◆ MATERIAL FOR THIS TASK ◆
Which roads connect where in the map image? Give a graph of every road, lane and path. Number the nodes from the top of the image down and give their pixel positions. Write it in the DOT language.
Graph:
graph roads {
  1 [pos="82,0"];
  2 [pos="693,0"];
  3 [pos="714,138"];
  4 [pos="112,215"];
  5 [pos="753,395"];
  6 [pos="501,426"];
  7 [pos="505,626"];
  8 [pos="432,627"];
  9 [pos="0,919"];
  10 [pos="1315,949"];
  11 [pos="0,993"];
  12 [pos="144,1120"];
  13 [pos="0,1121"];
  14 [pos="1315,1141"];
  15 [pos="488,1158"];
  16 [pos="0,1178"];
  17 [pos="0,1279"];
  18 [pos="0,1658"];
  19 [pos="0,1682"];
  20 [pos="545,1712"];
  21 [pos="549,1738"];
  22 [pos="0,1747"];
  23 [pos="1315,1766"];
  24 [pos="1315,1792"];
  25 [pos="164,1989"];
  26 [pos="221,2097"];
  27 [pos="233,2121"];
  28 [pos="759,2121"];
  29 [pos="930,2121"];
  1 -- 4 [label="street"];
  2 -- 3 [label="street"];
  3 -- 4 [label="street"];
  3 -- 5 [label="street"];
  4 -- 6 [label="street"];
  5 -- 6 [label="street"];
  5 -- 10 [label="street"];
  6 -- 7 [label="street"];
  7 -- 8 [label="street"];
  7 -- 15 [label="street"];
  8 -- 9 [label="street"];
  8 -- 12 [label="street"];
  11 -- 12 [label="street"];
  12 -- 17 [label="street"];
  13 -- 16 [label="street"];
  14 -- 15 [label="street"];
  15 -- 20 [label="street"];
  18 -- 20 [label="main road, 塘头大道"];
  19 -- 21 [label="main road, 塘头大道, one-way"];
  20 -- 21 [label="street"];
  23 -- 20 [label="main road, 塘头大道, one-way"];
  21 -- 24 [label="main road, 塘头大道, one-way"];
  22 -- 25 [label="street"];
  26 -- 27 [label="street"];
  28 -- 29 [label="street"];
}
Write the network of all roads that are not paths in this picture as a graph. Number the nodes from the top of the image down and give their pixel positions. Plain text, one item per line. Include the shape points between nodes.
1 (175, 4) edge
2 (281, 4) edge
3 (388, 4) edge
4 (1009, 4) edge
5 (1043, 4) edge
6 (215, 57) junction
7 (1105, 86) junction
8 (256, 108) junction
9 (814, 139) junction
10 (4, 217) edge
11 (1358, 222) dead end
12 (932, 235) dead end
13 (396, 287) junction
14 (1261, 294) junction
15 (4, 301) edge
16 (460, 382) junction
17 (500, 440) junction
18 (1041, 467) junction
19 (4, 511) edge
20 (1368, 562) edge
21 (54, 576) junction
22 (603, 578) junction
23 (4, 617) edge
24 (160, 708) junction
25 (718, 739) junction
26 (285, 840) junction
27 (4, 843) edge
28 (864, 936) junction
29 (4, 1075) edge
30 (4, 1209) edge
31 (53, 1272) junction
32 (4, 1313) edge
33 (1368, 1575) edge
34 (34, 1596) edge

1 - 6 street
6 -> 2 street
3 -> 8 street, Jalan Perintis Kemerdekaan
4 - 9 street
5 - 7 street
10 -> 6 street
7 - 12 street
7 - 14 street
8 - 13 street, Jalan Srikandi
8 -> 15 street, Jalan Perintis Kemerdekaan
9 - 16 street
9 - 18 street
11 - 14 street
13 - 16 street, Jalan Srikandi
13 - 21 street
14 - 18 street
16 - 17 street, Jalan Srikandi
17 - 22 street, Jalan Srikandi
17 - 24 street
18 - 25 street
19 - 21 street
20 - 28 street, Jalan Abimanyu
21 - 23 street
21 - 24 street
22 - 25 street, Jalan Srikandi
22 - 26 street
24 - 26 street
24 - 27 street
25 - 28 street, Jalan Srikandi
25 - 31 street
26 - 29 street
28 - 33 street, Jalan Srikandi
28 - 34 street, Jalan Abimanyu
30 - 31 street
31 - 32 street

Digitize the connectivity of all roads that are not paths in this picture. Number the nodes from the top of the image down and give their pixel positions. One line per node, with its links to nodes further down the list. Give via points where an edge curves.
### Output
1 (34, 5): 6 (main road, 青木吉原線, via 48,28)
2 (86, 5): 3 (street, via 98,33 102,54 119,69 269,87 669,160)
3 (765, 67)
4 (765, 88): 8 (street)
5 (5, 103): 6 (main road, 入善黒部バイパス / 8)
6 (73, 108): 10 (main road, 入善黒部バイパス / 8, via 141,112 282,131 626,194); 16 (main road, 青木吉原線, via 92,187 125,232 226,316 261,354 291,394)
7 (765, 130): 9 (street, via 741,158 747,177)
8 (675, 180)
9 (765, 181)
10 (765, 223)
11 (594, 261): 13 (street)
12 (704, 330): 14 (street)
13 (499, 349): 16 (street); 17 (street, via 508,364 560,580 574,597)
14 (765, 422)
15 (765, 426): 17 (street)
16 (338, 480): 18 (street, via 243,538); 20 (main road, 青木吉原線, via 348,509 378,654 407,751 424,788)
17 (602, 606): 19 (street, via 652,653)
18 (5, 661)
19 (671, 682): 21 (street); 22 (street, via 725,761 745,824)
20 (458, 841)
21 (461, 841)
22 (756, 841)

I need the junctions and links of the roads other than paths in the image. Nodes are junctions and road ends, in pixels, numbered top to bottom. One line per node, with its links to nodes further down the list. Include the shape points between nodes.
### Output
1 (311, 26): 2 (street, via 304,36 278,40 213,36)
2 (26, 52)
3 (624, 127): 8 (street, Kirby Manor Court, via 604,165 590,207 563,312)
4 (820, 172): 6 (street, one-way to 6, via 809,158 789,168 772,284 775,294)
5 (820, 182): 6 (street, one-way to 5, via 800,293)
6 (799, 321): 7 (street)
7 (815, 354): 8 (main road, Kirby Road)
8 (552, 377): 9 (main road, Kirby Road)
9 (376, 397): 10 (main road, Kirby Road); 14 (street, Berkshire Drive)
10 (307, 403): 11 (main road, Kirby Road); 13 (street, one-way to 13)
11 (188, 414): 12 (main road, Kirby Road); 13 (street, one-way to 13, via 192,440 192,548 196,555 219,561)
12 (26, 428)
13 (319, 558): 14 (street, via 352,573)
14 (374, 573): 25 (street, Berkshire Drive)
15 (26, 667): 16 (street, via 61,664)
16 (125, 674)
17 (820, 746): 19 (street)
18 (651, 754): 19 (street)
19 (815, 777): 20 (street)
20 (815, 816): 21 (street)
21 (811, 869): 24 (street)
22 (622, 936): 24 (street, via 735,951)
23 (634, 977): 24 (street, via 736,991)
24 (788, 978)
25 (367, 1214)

◆ YOUR TASK ◆
Transcribe the listing above in full, so that every line matches exactly.

◆ ANSWER SECTION ◆
Which roads connect where in the map image? Give a graph of every road, lane and path. Number the nodes from the top of the image down and give their pixel positions. Write it in the DOT language.
Graph:
graph roads {
  1 [pos="82,0"];
  2 [pos="693,0"];
  3 [pos="714,138"];
  4 [pos="112,215"];
  5 [pos="753,395"];
  6 [pos="501,426"];
  7 [pos="505,626"];
  8 [pos="432,627"];
  9 [pos="0,919"];
  10 [pos="1315,949"];
  11 [pos="0,993"];
  12 [pos="144,1120"];
  13 [pos="0,1121"];
  14 [pos="1315,1141"];
  15 [pos="488,1158"];
  16 [pos="0,1178"];
  17 [pos="0,1279"];
  18 [pos="0,1658"];
  19 [pos="0,1682"];
  20 [pos="545,1712"];
  21 [pos="549,1738"];
  22 [pos="0,1747"];
  23 [pos="1315,1766"];
  24 [pos="1315,1792"];
  25 [pos="164,1989"];
  26 [pos="221,2097"];
  27 [pos="233,2121"];
  28 [pos="759,2121"];
  29 [pos="930,2121"];
  1 -- 4 [label="street"];
  2 -- 3 [label="street"];
  3 -- 4 [label="street"];
  3 -- 5 [label="street"];
  4 -- 6 [label="street"];
  5 -- 6 [label="street"];
  5 -- 10 [label="street"];
  6 -- 7 [label="street"];
  7 -- 8 [label="street"];
  7 -- 15 [label="street"];
  8 -- 9 [label="street"];
  8 -- 12 [label="street"];
  11 -- 12 [label="street"];
  12 -- 17 [label="street"];
  13 -- 16 [label="street"];
  14 -- 15 [label="street"];
  15 -- 20 [label="street"];
  18 -- 20 [label="main road, 塘头大道"];
  19 -- 21 [label="main road, 塘头大道, one-way"];
  20 -- 21 [label="street"];
  23 -- 20 [label="main road, 塘头大道, one-way"];
  21 -- 24 [label="main road, 塘头大道, one-way"];
  22 -- 25 [label="street"];
  26 -- 27 [label="street"];
  28 -- 29 [label="street"];
}
Write the network of all roads that are not paths in this picture as a graph. Number the nodes from the top of the image down and give their pixel positions. Plain text, one item per line. Include the shape points between nodes.
1 (175, 4) edge
2 (281, 4) edge
3 (388, 4) edge
4 (1009, 4) edge
5 (1043, 4) edge
6 (215, 57) junction
7 (1105, 86) junction
8 (256, 108) junction
9 (814, 139) junction
10 (4, 217) edge
11 (1358, 222) dead end
12 (932, 235) dead end
13 (396, 287) junction
14 (1261, 294) junction
15 (4, 301) edge
16 (460, 382) junction
17 (500, 440) junction
18 (1041, 467) junction
19 (4, 511) edge
20 (1368, 562) edge
21 (54, 576) junction
22 (603, 578) junction
23 (4, 617) edge
24 (160, 708) junction
25 (718, 739) junction
26 (285, 840) junction
27 (4, 843) edge
28 (864, 936) junction
29 (4, 1075) edge
30 (4, 1209) edge
31 (53, 1272) junction
32 (4, 1313) edge
33 (1368, 1575) edge
34 (34, 1596) edge

1 - 6 street
6 -> 2 street
3 -> 8 street, Jalan Perintis Kemerdekaan
4 - 9 street
5 - 7 street
10 -> 6 street
7 - 12 street
7 - 14 street
8 - 13 street, Jalan Srikandi
8 -> 15 street, Jalan Perintis Kemerdekaan
9 - 16 street
9 - 18 street
11 - 14 street
13 - 16 street, Jalan Srikandi
13 - 21 street
14 - 18 street
16 - 17 street, Jalan Srikandi
17 - 22 street, Jalan Srikandi
17 - 24 street
18 - 25 street
19 - 21 street
20 - 28 street, Jalan Abimanyu
21 - 23 street
21 - 24 street
22 - 25 street, Jalan Srikandi
22 - 26 street
24 - 26 street
24 - 27 street
25 - 28 street, Jalan Srikandi
25 - 31 street
26 - 29 street
28 - 33 street, Jalan Srikandi
28 - 34 street, Jalan Abimanyu
30 - 31 street
31 - 32 street

Digitize the connectivity of all roads that are not paths in this picture. Number the nodes from the top of the image down and give their pixel positions. One line per node, with its links to nodes further down the list. Give via points where an edge curves.
### Output
1 (34, 5): 6 (main road, 青木吉原線, via 48,28)
2 (86, 5): 3 (street, via 98,33 102,54 119,69 269,87 669,160)
3 (765, 67)
4 (765, 88): 8 (street)
5 (5, 103): 6 (main road, 入善黒部バイパス / 8)
6 (73, 108): 10 (main road, 入善黒部バイパス / 8, via 141,112 282,131 626,194); 16 (main road, 青木吉原線, via 92,187 125,232 226,316 261,354 291,394)
7 (765, 130): 9 (street, via 741,158 747,177)
8 (675, 180)
9 (765, 181)
10 (765, 223)
11 (594, 261): 13 (street)
12 (704, 330): 14 (street)
13 (499, 349): 16 (street); 17 (street, via 508,364 560,580 574,597)
14 (765, 422)
15 (765, 426): 17 (street)
16 (338, 480): 18 (street, via 243,538); 20 (main road, 青木吉原線, via 348,509 378,654 407,751 424,788)
17 (602, 606): 19 (street, via 652,653)
18 (5, 661)
19 (671, 682): 21 (street); 22 (street, via 725,761 745,824)
20 (458, 841)
21 (461, 841)
22 (756, 841)

I need the junctions and links of the roads other than paths in the image. Nodes are junctions and road ends, in pixels, numbered top to bottom. One line per node, with its links to nodes further down the list. Include the shape points between nodes.
### Output
1 (311, 26): 2 (street, via 304,36 278,40 213,36)
2 (26, 52)
3 (624, 127): 8 (street, Kirby Manor Court, via 604,165 590,207 563,312)
4 (820, 172): 6 (street, one-way to 6, via 809,158 789,168 772,284 775,294)
5 (820, 182): 6 (street, one-way to 5, via 800,293)
6 (799, 321): 7 (street)
7 (815, 354): 8 (main road, Kirby Road)
8 (552, 377): 9 (main road, Kirby Road)
9 (376, 397): 10 (main road, Kirby Road); 14 (street, Berkshire Drive)
10 (307, 403): 11 (main road, Kirby Road); 13 (street, one-way to 13)
11 (188, 414): 12 (main road, Kirby Road); 13 (street, one-way to 13, via 192,440 192,548 196,555 219,561)
12 (26, 428)
13 (319, 558): 14 (street, via 352,573)
14 (374, 573): 25 (street, Berkshire Drive)
15 (26, 667): 16 (street, via 61,664)
16 (125, 674)
17 (820, 746): 19 (street)
18 (651, 754): 19 (street)
19 (815, 777): 20 (street)
20 (815, 816): 21 (street)
21 (811, 869): 24 (street)
22 (622, 936): 24 (street, via 735,951)
23 (634, 977): 24 (street, via 736,991)
24 (788, 978)
25 (367, 1214)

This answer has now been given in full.